His subjects are photographed against a thick black background. The stark contrast of the velvety backdrop heightens the vivid colors and textures of each snake’s skin. They seem to vibrate in their frames. Laita’s photography makes these lethal reptiles seem almost approachable, although the dimly-lit room paired with the dark backgrounds of the photos and the subject itself add up to a moody and haunting experience.
The fluid movement captured in Laita’s photographs is mesmerizing: the lines are sensual. The photograph “King Cobra” really highlights its glossy skin. The shape of the cobra’s head is something immediately associated with danger, but here all I could focus on was the sultry aspect of its twisted orange-red skin. The title card informs the viewer that this breed can grow up to 18 feet in length. Pondering this size makes me feel a little anxious, imagining all of that weight and strength beneath the scaly skin.
The Malaysian Coral Snake lends a cool contrast to the Cobra; it has lovely cerulean coloring on its body and is tipped with coral color around its head and tail.
The surprise of finding an art gallery at the Academy
Before seeing this show, I hadn’t given much thought to the attractiveness of snakes.
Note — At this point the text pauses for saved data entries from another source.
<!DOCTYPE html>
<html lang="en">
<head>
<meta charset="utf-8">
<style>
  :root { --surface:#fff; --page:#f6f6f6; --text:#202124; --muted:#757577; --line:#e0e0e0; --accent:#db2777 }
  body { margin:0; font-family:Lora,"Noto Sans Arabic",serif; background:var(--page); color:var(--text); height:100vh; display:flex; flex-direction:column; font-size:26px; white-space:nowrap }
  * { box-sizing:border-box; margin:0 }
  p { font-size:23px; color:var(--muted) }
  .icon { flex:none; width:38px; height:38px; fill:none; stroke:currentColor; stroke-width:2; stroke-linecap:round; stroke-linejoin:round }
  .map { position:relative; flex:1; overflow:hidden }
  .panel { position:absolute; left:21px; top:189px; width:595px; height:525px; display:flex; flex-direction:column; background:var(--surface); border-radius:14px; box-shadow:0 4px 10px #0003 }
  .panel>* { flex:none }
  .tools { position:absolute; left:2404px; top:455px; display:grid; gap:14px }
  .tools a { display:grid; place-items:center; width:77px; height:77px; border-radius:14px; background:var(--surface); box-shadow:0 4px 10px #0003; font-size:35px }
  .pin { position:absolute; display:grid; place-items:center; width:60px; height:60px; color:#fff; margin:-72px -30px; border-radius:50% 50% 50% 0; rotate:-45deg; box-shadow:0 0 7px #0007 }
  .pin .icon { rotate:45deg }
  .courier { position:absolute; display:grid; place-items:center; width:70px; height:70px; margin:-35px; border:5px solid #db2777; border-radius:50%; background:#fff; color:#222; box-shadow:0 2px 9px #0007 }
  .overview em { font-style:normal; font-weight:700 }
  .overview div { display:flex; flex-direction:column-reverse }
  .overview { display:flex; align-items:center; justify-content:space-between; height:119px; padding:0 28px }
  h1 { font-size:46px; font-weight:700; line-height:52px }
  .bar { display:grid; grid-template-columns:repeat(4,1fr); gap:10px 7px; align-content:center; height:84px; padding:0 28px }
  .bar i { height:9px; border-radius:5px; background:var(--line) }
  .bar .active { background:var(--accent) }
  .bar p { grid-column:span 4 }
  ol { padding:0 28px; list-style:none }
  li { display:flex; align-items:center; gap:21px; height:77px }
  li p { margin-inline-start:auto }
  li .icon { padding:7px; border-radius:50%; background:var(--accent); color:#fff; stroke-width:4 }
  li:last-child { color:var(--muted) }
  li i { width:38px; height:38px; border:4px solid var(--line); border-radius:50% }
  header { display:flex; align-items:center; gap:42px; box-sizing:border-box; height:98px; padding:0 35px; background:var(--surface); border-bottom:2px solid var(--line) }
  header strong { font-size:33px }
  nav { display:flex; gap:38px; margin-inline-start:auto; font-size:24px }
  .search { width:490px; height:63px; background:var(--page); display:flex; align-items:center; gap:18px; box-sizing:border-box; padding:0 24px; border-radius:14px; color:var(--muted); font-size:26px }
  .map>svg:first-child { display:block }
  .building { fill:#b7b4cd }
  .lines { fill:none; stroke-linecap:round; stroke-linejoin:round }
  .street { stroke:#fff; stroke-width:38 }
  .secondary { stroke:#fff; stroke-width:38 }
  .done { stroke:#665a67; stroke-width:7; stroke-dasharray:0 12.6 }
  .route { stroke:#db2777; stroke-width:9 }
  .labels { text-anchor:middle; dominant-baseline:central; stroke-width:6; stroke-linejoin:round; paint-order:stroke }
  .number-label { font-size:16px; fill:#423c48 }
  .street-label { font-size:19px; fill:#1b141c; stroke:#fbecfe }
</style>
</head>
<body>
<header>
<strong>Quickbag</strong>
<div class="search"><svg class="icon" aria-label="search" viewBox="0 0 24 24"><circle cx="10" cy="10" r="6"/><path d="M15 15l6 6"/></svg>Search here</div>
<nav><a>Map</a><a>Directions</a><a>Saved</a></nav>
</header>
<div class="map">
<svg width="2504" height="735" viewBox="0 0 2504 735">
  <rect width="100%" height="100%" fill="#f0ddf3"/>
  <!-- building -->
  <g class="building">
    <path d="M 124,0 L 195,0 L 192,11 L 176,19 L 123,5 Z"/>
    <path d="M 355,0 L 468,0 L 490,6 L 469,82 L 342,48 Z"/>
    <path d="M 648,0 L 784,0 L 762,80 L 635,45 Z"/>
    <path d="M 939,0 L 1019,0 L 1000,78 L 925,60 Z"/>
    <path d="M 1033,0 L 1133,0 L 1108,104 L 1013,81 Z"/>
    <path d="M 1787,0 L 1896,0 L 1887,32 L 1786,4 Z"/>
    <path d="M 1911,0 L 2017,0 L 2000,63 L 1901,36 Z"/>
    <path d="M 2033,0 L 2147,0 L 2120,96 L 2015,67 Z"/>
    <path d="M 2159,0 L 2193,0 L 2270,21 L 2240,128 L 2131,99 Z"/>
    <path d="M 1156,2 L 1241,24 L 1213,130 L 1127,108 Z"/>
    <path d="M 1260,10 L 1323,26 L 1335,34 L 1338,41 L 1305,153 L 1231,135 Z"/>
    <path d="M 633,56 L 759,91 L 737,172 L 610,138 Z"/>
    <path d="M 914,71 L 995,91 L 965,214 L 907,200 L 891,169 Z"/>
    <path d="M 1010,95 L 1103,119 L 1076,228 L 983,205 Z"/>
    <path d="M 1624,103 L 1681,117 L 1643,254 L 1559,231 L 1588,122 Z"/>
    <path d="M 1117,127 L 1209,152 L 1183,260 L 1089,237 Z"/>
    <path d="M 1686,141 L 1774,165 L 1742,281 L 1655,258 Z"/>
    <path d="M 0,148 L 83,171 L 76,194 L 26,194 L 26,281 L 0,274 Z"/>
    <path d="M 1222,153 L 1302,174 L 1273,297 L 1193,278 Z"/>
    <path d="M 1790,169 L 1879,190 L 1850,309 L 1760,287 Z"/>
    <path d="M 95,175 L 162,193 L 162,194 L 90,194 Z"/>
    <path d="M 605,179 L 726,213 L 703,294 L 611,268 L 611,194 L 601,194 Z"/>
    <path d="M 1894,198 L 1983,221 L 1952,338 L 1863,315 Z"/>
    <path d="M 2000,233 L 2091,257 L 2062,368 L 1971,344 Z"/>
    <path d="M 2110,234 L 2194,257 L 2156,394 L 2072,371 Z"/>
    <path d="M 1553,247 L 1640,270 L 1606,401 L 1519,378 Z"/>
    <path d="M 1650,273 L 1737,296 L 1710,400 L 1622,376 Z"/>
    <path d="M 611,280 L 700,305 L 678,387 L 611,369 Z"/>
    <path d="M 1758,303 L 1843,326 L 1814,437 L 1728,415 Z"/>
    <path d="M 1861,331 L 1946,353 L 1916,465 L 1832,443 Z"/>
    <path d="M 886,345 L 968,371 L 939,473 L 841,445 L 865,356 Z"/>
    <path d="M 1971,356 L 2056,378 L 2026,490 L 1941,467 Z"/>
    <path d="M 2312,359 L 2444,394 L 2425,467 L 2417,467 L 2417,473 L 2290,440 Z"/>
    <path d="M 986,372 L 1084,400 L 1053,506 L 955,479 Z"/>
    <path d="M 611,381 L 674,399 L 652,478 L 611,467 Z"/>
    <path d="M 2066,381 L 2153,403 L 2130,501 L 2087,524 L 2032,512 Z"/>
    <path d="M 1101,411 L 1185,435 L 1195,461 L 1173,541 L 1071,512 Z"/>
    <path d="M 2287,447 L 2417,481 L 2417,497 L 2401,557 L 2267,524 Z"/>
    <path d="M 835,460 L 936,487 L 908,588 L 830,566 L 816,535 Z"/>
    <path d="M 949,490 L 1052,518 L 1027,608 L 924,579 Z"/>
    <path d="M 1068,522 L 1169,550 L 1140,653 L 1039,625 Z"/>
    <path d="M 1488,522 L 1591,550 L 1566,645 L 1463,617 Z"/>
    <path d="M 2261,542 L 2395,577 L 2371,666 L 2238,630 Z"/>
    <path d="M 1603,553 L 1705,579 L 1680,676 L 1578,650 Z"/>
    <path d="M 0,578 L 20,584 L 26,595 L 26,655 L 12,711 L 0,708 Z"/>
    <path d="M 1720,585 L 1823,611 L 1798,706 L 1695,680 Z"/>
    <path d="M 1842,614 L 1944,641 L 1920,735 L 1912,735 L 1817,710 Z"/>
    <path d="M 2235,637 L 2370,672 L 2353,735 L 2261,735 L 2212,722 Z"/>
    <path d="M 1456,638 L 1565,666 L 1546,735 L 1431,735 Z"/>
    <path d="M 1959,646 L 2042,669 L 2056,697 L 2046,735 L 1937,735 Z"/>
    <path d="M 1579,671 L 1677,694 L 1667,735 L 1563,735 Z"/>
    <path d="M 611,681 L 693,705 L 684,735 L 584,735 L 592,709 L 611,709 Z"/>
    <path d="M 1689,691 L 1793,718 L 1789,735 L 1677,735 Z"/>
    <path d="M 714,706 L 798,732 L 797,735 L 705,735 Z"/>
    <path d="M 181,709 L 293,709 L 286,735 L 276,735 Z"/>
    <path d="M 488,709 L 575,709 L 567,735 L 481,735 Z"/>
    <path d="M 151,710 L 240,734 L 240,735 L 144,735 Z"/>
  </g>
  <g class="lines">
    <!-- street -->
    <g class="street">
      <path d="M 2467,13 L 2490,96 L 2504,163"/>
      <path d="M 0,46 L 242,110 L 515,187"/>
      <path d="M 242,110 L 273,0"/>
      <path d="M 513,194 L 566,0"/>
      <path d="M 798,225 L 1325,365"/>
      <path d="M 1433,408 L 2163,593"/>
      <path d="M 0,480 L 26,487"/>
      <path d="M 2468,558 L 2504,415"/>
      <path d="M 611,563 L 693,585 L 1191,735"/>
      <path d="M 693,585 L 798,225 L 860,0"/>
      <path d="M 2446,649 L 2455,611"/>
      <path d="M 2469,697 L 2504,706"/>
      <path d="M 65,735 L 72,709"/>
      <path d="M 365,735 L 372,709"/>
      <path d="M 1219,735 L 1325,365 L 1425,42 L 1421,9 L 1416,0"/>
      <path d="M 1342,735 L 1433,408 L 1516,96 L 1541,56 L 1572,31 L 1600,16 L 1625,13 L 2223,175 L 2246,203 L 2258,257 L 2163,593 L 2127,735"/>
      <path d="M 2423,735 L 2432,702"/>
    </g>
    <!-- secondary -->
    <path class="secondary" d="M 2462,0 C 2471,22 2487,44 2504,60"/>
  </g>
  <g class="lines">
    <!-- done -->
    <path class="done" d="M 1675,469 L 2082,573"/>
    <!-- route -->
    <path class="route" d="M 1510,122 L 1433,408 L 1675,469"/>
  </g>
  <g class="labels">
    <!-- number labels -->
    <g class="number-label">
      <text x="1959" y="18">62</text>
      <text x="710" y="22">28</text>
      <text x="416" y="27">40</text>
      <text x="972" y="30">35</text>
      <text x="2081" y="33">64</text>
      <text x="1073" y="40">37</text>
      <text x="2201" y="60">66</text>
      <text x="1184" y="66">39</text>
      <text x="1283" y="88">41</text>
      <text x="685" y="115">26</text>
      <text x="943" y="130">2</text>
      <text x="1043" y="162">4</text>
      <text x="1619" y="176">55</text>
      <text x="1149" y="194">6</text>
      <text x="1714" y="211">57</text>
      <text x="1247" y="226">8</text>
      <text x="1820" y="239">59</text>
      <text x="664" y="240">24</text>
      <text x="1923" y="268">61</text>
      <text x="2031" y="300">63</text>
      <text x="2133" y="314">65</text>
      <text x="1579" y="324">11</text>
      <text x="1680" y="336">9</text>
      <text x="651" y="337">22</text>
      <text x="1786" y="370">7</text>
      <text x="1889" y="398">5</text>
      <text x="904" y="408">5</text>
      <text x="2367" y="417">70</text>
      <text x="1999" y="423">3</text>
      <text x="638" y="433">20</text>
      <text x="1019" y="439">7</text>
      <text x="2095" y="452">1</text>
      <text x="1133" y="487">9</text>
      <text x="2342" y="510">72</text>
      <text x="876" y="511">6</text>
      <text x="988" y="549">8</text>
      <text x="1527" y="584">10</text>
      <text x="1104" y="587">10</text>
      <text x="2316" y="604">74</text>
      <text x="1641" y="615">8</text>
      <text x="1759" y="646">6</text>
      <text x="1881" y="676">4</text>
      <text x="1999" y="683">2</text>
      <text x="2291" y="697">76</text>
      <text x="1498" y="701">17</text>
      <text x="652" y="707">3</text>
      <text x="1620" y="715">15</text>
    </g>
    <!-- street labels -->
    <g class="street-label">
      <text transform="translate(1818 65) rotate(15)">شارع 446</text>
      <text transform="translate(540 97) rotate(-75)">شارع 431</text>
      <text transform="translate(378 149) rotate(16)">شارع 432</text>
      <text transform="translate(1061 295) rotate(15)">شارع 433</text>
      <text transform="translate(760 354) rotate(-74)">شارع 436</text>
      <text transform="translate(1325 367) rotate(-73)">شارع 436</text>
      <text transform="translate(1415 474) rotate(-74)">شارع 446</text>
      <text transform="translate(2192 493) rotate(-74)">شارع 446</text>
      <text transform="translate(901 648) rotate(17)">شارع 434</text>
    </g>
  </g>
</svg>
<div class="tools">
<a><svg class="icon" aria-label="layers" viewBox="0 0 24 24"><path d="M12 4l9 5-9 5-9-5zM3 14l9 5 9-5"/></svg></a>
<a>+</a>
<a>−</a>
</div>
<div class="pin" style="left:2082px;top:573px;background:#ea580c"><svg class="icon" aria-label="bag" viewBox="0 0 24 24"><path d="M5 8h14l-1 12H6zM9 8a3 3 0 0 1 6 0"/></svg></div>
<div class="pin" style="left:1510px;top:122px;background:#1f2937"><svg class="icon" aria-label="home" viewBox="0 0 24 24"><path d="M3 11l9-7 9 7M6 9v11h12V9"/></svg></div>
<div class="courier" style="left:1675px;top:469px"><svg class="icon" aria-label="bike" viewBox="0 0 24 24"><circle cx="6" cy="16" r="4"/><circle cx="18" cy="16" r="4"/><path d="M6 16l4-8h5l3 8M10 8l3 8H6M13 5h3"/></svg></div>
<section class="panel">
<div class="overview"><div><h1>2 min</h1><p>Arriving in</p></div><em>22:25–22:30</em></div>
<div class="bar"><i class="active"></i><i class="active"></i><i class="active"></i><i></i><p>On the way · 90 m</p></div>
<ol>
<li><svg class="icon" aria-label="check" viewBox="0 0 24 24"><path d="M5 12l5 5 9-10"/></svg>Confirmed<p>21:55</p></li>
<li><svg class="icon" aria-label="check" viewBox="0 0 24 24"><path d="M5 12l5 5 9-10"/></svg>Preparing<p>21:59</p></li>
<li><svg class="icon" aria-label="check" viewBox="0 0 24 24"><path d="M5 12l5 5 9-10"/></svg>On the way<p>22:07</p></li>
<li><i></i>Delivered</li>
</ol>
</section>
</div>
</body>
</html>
I’m not sure whether my gut reaction to them will ever change, but this show has certainly made me consider snakes for something other than raw threat and terror.
The show is held in the Academy of Natural Sciences’ Art of Science Gallery, where the institution regularly features works by contemporary artists. Each photograph is accompanied by the usual title card; printed on each are factoids about the snakes. This educational element brought something to the show: I enjoyed learning whether the subjects were venomous or constrictors and, even more so, where each snake hails from. I hadn’t been to the Academy of Natural Sciences since I was much younger, and never realized that they had a gallery on the premises. It’s wonderful that the Academy fuses science education with works by contemporary artists to expose children (and adults too) to some scientifically-themed artwork.
“Serpentine” will be on display until September 15, 2013 in the “Art of Science Gallery.” More information can be found by visiting the Academy of Natural Sciences’ website.